Witaj , przede wszystkim musisz zadbac o siebie i dzieci.
polecam pójście na miting Al- Anon .
Wzmocnisz sie duchowo , żeby działac . Tam spotkasz ludzi , którzy wiedzą o czym mówisz , z własnego doświadczenia . Nie bój sie dziaać . Złu trzeba powiedzieć :STOP.
Na mityngu,na terapi dostaniesz narzędzia jak sie bronić,dowiesz sie co to jest \"twarda miłość\" ,jak ja stosować,jak życ z sadystą (lub bez niego).
Pozwalasz sie \"zabijać\",pozwalasz \"zabijac dzieci.\"..........nie sądzisz że jest to przeciw przykazaniu?\"Nie zabijaj\"?
Dalej...... przyzwasz swoją postawą na jego samozabijanie,
na łamanie przykazania miłości,na stawianie bożka-gorzały wyżej Boga.
....... przywalając na przemoc,przyzwalając na jego bicie,przyzwalając na jego terror,
pomagasz mu sie staczać coraz głębiej,uczestniczysz w jego występkach.
Nie pozwajając mu ponosić konsekwencji jego picia,pomagasz mu w piciu.
Uderzył Cię w głowę?- policja-niebieska linia
Straszy?-policja-policja-niebieska linia
Nie daje kasy na utrzymanie? informacja zwięzła jemu że wystąpisz o alimenty
Robi długi?-rozdzielność majątkowa
Leży pijany pod płotem?niech leży,nawet gdyby lał deszcz i było zimno
Zarzygał sie ? niech leży w rzygowinach
Pije i bije?prokurator i separacja .
Otrząśnij się...........
Alkoholik-nałóg nie przestaje pić z własnej i nie przymuszonej woli.
Przestanie wtedy gdy ból związany z piciem będzie dużo większy od przyjemności związanych z piciem.
UZNAJ SWOJA BEZSILNOŚĆ A NIE BEZRADNOŚĆ.
Zyczę tej Siły do działania..........
Nie bój się...
Napisałam pismo o leczenie do komisji.Przebywałam z trójką dzieci u rodziny ale obecnie dwoje najmłodszych jest u tata trzy dni w tygodniu tak chcieli no i ja nie mogę im zabronić.Te dwoje dzieci mają chociaż blisko do szkoły.Najstyarsza córka chodzi do średniej szkoły dojeżdza.Tata im teraz robi śniadania i oni są zadowoleni tylko jak długo.Srednia córka jest zamknięta w sobi nic niepowie.Biletyna dojazdy kosztuja ja niewiele zarabiam.Może rodzina by mi pomogła w wynajęciu mieszkania ale w tej samej miejscowości czy to jest sens.Jak to zozgryść.Jestem, w sobie zamknięta co japrzeżyłam to jatylko wiem.

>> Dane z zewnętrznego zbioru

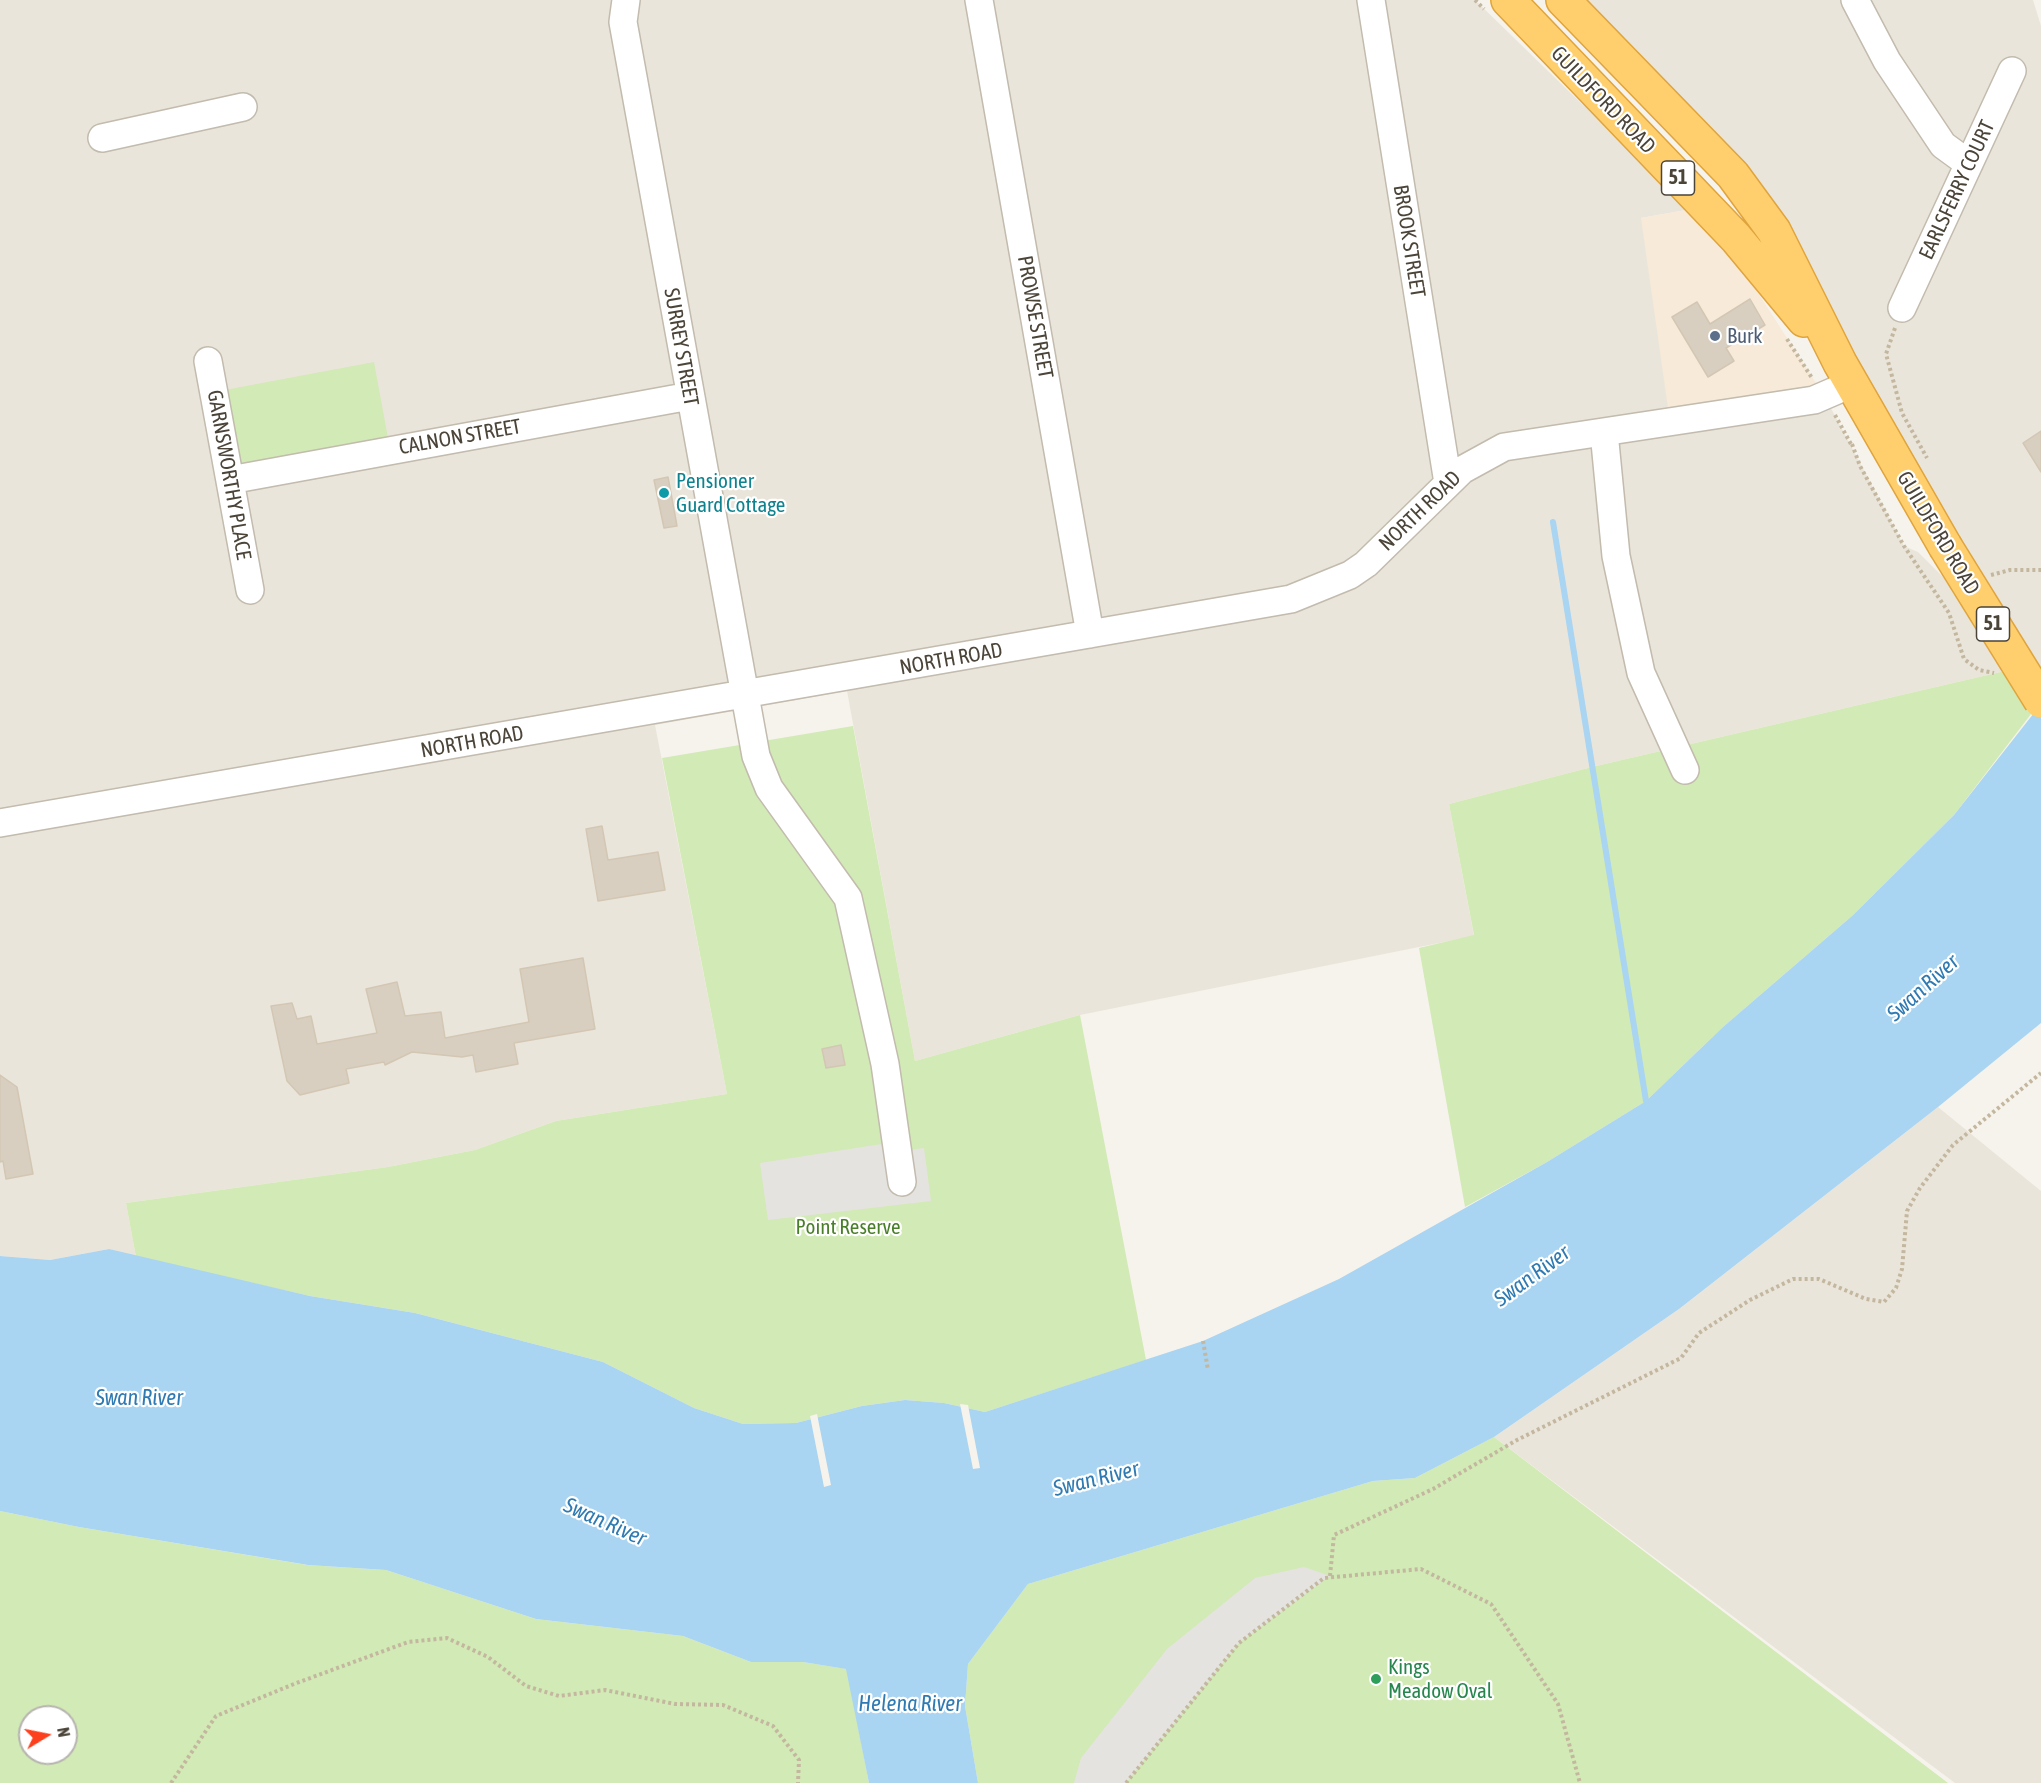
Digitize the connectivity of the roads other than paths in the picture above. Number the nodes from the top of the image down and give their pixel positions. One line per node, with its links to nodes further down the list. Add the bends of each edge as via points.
1 (626, 0): 14 (street, SURREY STREET, via 623,22)
2 (979, 0): 19 (street, PROWSE STREET)
3 (1371, 0): 17 (street, BROOK STREET)
4 (1508, 0): 13 (highway, GUILDFORD ROAD / 51, via 1736,238)
5 (1563, 0): 13 (highway, GUILDFORD ROAD / 51, via 1733,175 1774,231)
6 (1855, 0): 10 (street, via 1887,62 1943,145)
7 (2012, 71): 10 (street, EARLSFERRY COURT)
8 (243, 107): 9 (street)
9 (102, 138)
10 (1969, 164): 11 (street, EARLSFERRY COURT)
11 (1902, 308)
12 (208, 361): 16 (street, GARNSWORTHY PLACE)
13 (1846, 373): 15 (street, NORTH ROAD, via 1814,400); 21 (highway, GUILDFORD ROAD / 51, bridge, via 1944,546)
14 (690, 396): 16 (street, CALNON STREET); 20 (street, SURREY STREET)
15 (1604, 432): 17 (street, NORTH ROAD, via 1504,447 1476,460); 22 (street, via 1616,556 1641,673)
16 (230, 480): 18 (street, GARNSWORTHY PLACE)
17 (1448, 483): 19 (street, NORTH ROAD, via 1366,564 1315,592 1291,600)
18 (250, 590)
19 (1090, 634): 20 (street, NORTH ROAD)
20 (743, 695): 23 (street, NORTH ROAD); 24 (street, SURREY STREET, via 761,772 848,898 885,1064)
21 (2041, 701)
22 (1685, 770)
23 (0, 823)
24 (902, 1182)

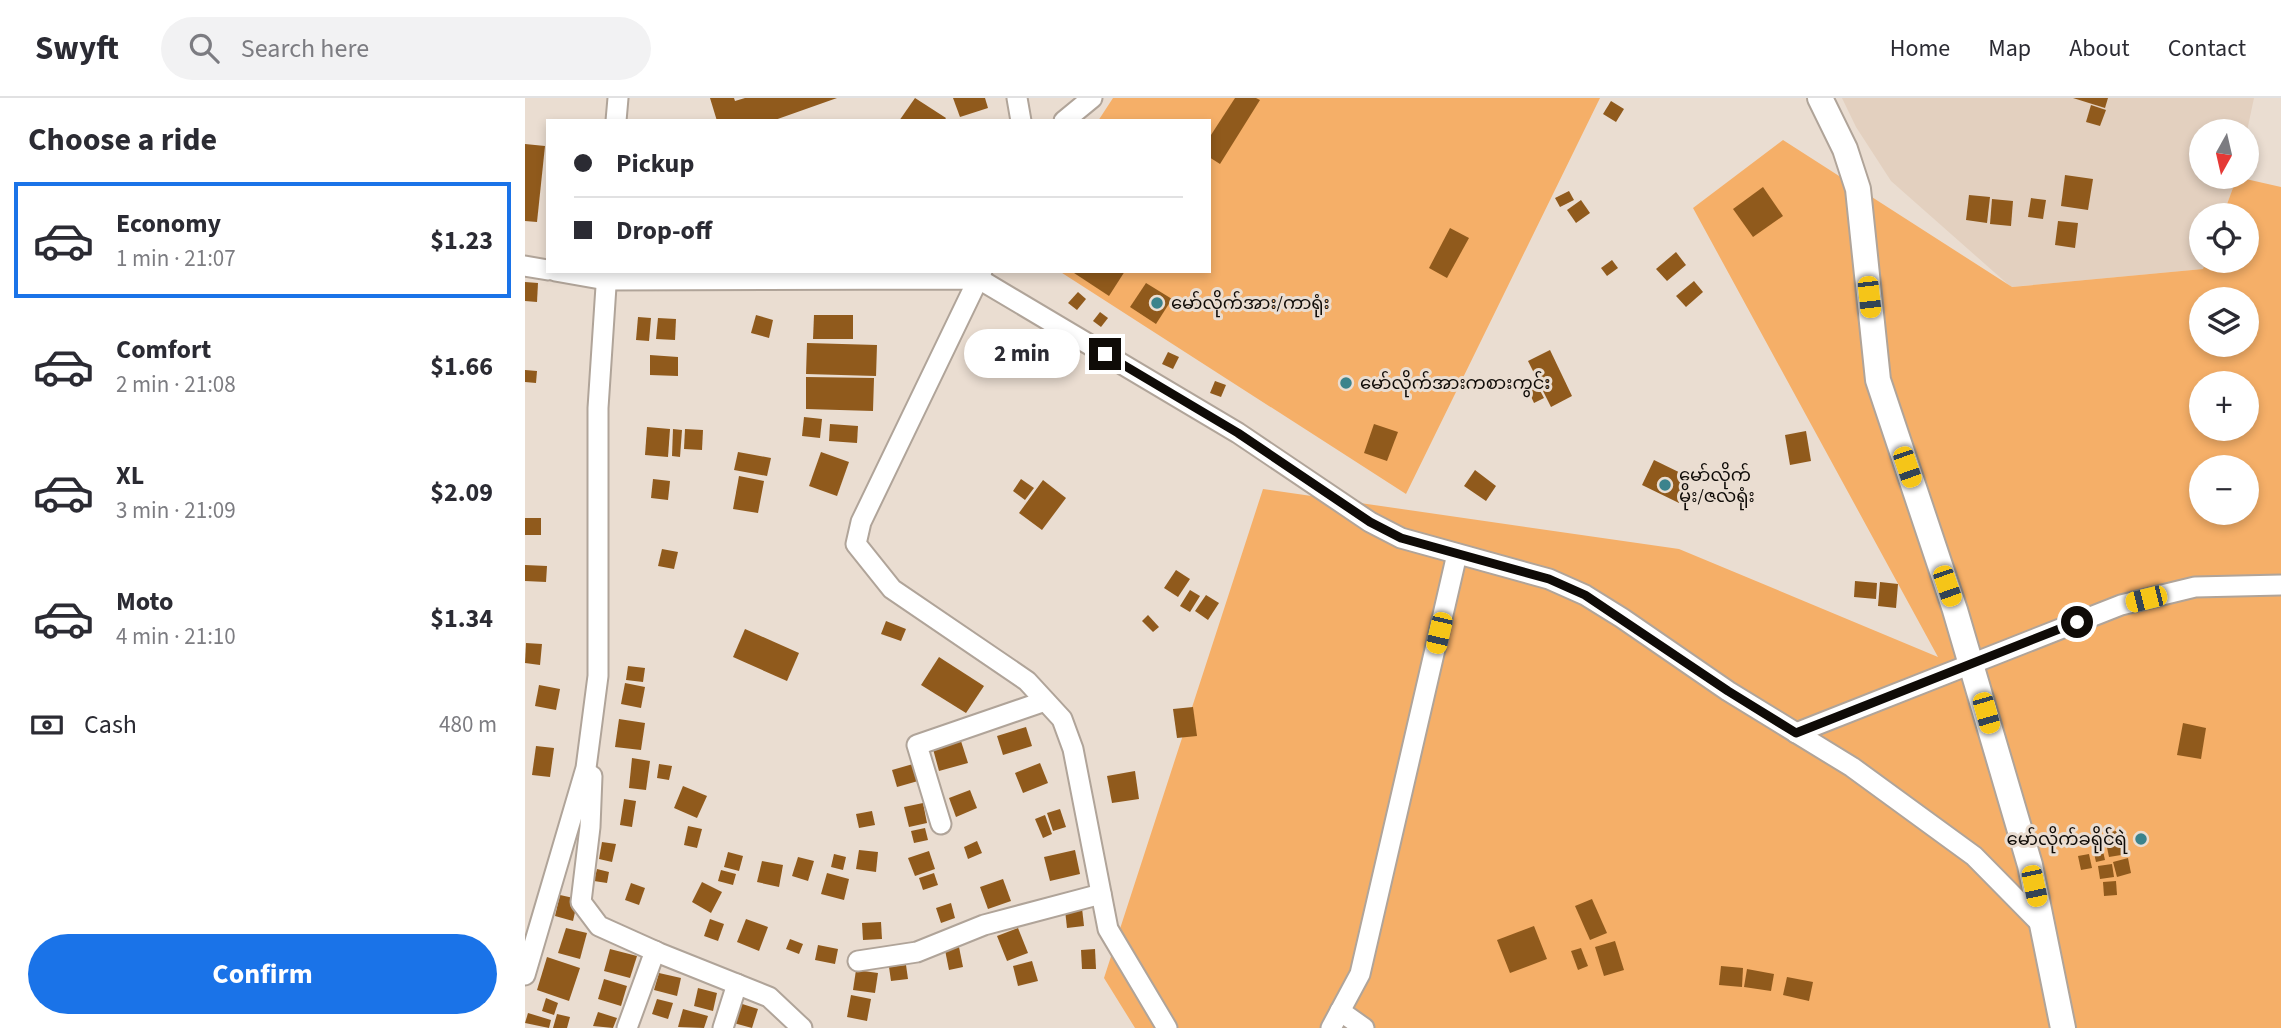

wszystko co napisała \"sofia\" to prawda i niezwykle skuteczny sposób na walkę z nałogiem męża. Życie zmusiło mnie, że postępowałam z mężem alkoholikiem tak jak ona pisze, czyli gdy obedrałam mu komfort picia uciekł sam z mieszkania a mi udało go się wymeldować, pomimo iż jeszcze nie mam orzeczonego rozwodu. Uważam, że to mój sukces, wiem też że mąż nie używa alkoholu, gdyż jest w kolejnym schronisku dla bezdomnych i alkoholików i jeżeli się napije to go wyrzucą i trafi na dworzec a nie wiem czy to przyjemne w takie mrozy. Więc chyba korzystniej dla niego przestać pić a ja odzyskałam spokój i poczucie bezpieczeństwa.
Wyprowadziłam się od męża alkoholika z dziecmi i on pozostał na włościach .Jak jest z wszystkimi rzeczami które zostały .Ja wynajełam mieszkanie ale nie mam nic zero .Bo on nie chce nic oddać.Jakie prawo.